Every line of the records below that has the word "roads" should be copied.
----- PROVIDED DATA
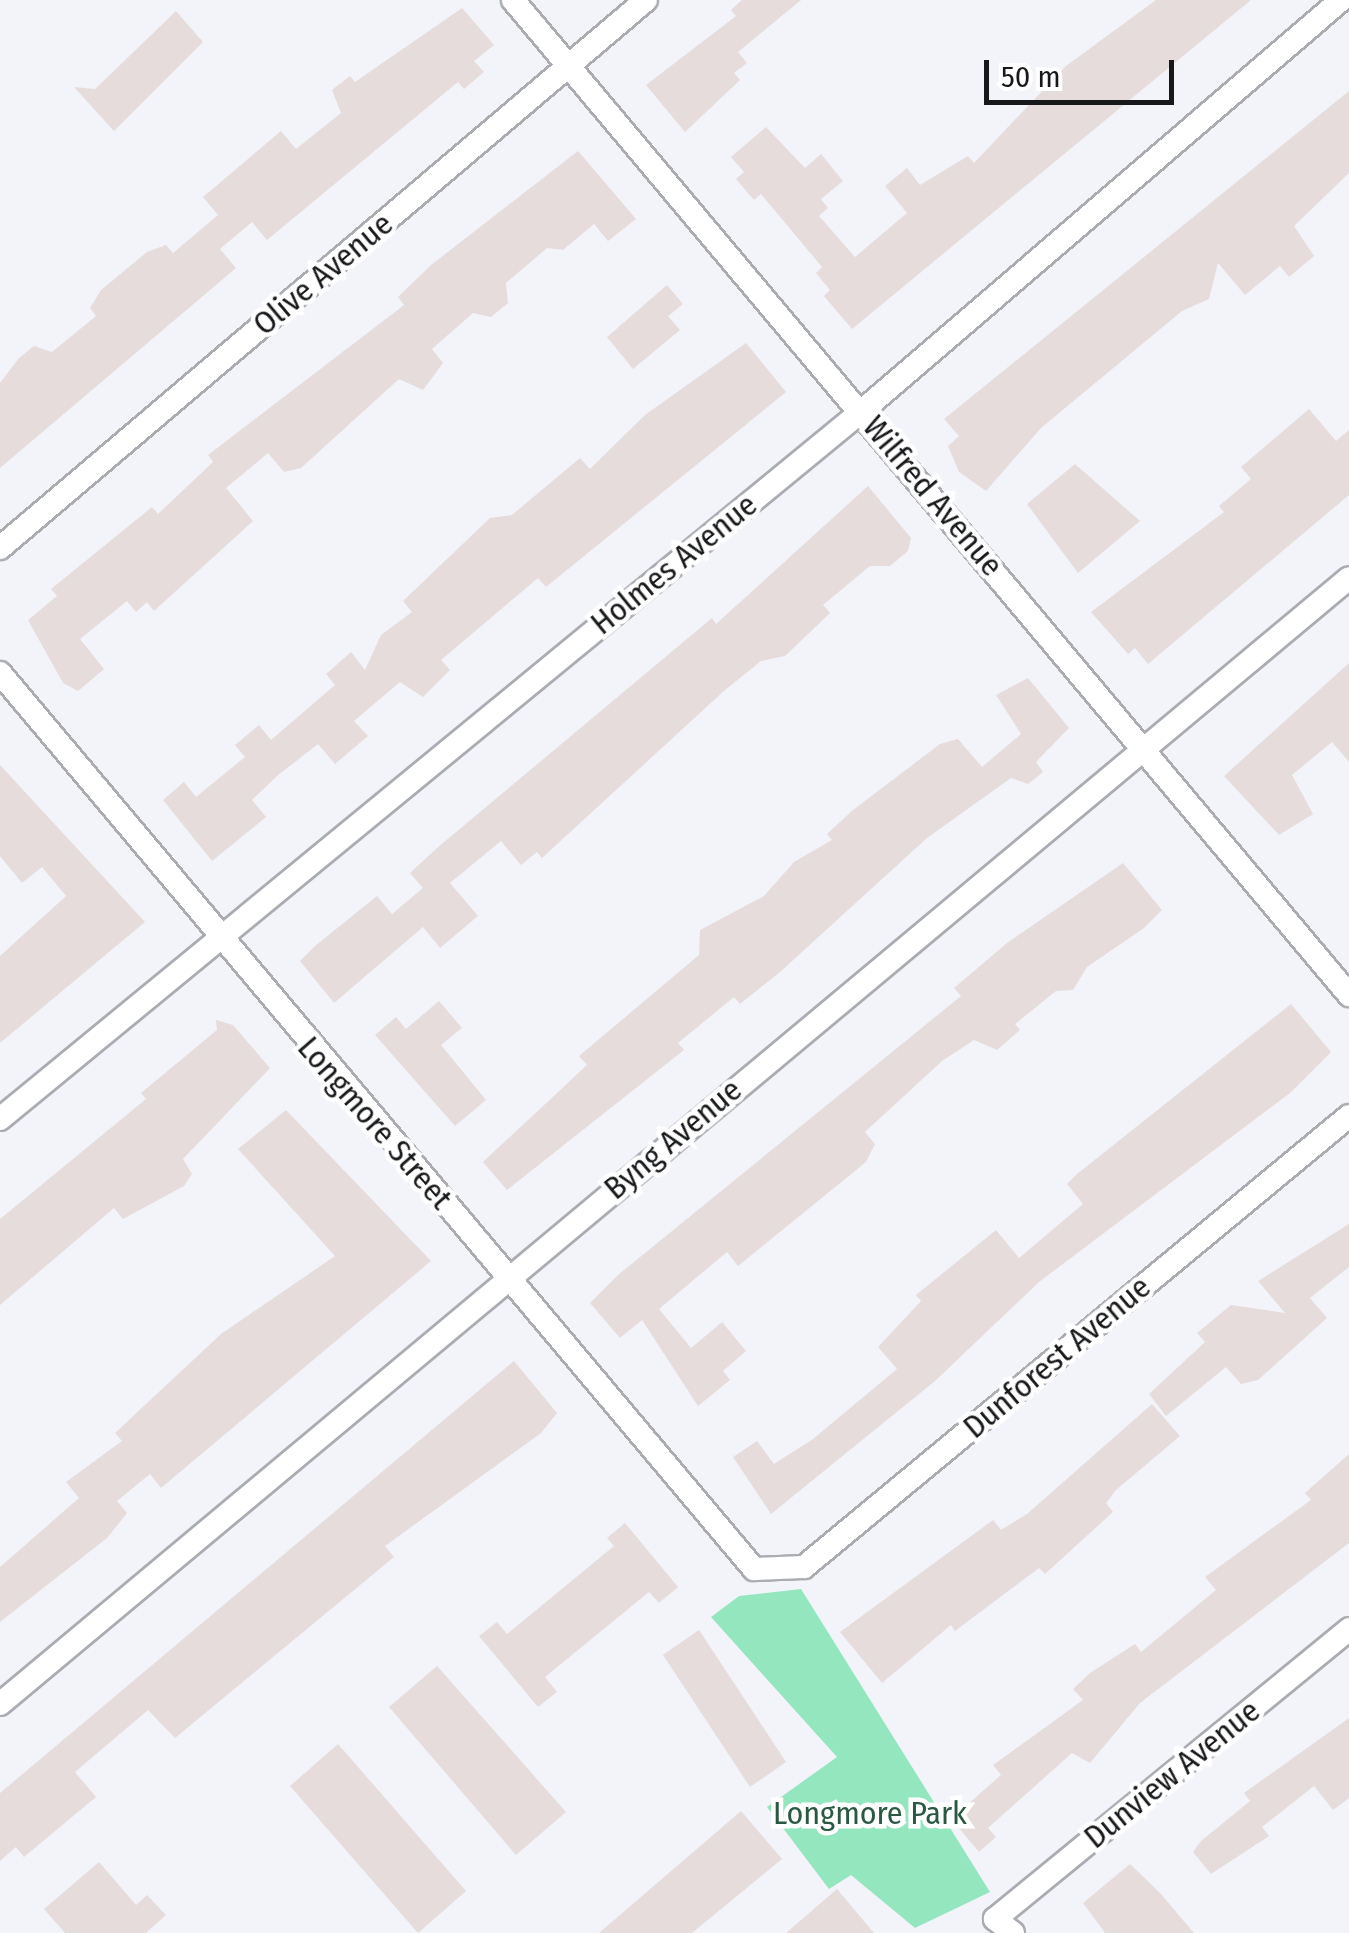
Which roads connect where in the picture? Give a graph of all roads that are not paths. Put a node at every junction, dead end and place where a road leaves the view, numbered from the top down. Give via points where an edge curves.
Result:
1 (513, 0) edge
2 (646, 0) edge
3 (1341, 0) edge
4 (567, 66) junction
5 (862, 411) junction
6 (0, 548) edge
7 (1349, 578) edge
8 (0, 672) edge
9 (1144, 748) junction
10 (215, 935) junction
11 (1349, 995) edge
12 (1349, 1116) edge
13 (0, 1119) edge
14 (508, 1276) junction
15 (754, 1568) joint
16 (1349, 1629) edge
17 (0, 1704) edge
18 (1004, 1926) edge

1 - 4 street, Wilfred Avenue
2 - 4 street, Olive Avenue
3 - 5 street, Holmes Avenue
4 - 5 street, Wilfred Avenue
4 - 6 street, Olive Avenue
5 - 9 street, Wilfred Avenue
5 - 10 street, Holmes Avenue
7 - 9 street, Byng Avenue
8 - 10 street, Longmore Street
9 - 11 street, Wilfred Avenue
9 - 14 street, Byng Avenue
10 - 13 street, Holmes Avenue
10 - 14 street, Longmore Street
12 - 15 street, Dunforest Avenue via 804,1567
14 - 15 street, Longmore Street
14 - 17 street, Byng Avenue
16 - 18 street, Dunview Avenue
----------
----- PROVIDED DATA
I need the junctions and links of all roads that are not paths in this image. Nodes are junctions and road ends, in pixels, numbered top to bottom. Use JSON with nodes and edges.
----------
# ANSWER BOX:
Which roads connect where in the picture? Give a graph of all roads that are not paths. Put a node at every junction, dead end and place where a road leaves the view, numbered from the top down. Give via points where an edge curves.
I need the junctions and links of all roads that are not paths in this image. Nodes are junctions and road ends, in pixels, numbered top to bottom. Use JSON with nodes and edges.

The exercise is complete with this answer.